Publications / Jan 31, 2019

We are pleased to provide you with our Group’s newsletter for January, featuring leading Cyber, Privacy and Copyright regulation, case-law and related developments in the United States, Europe and Israel.

This edition features the following items:

  • French Privacy Regulator Imposes 50 Million Euro Fine on Google for GDPR Violations
  • Israel Amends Copyright Law with Additional Enforcement Measures
  • EU Commission and Japan Mutually Recognize Each Other as Adequate for Cross-Border Data Transfers
  • US Federal Court Says Gov’t Can’t Compel Suspects to Unlock Phones with Biometrics
  • Illinois Supreme Court Finds Unconsented Processing of Biometric Data Actionable for Liquidated Damages

January 21, 2019


The first significant fine in the GDPR-era was imposed by the French data protection authority (CNIL) on Google LLC, for the Internet’s giant’s alleged violations of the GDPR’s rules on user transparency and consent in Google’s Android operating system for smartphones.

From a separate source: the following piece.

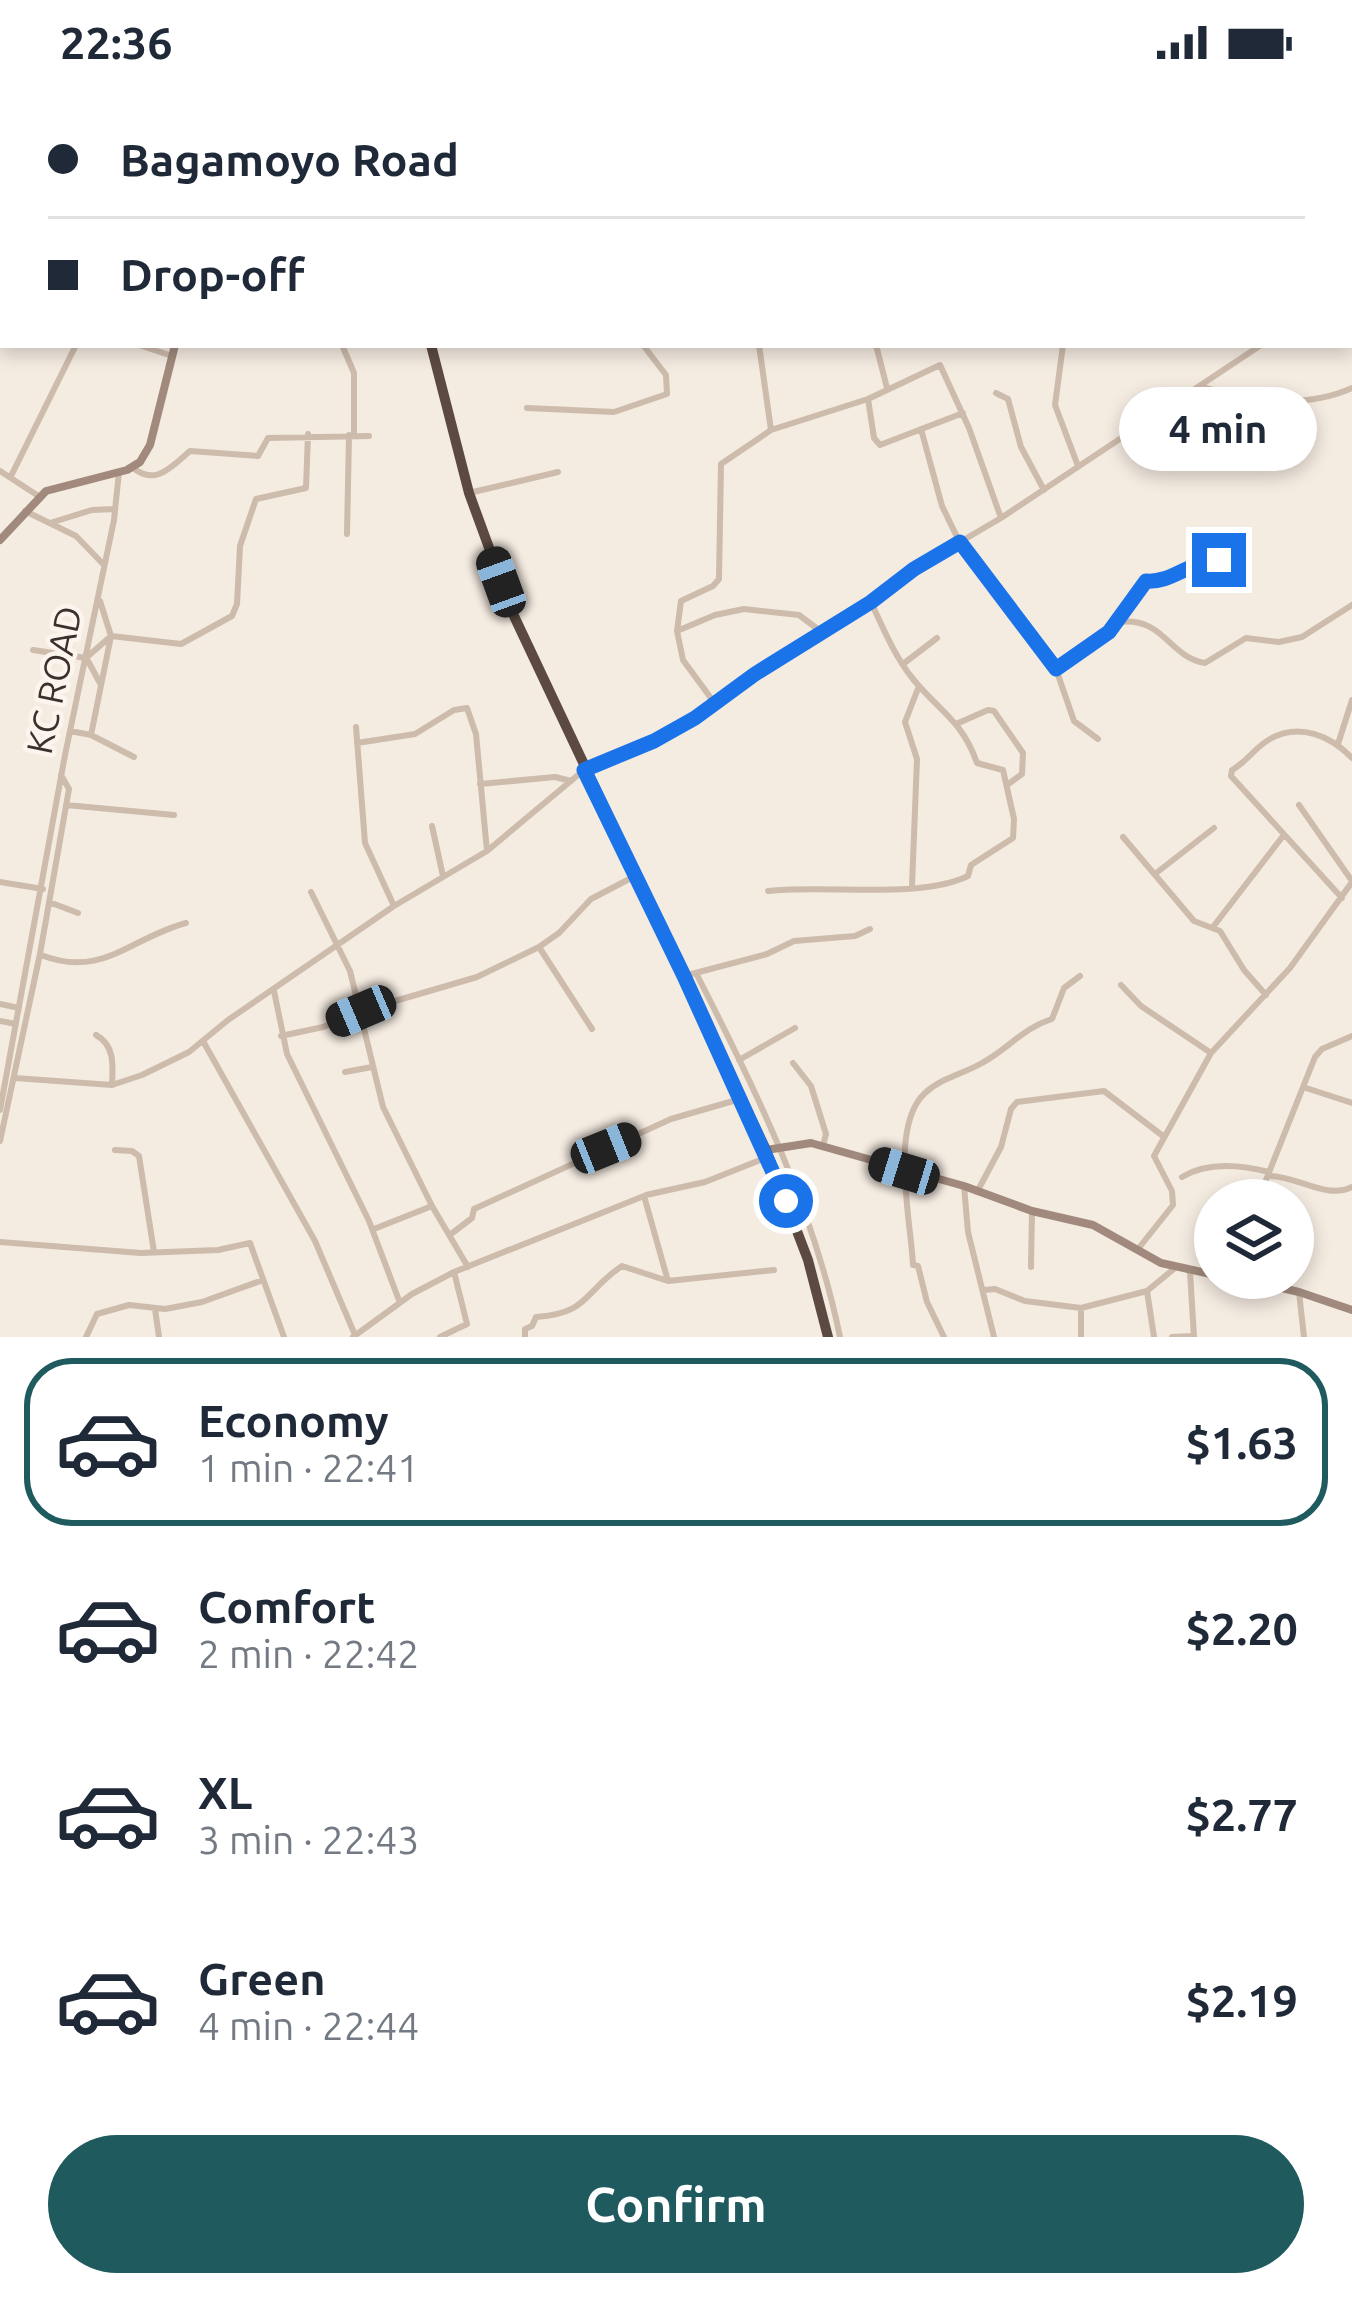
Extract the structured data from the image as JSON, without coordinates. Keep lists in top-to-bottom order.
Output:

The CNIL alleges that Google’s Android system does not provide sufficiently transparent notices to users about the processing activities that Google conducts, in regard to the purposes of processing, retention periods and the types of data used for targeted advertising purposes. CNIL found that information on these issues is provided in vague terms and is scattered across a number of locations and documents.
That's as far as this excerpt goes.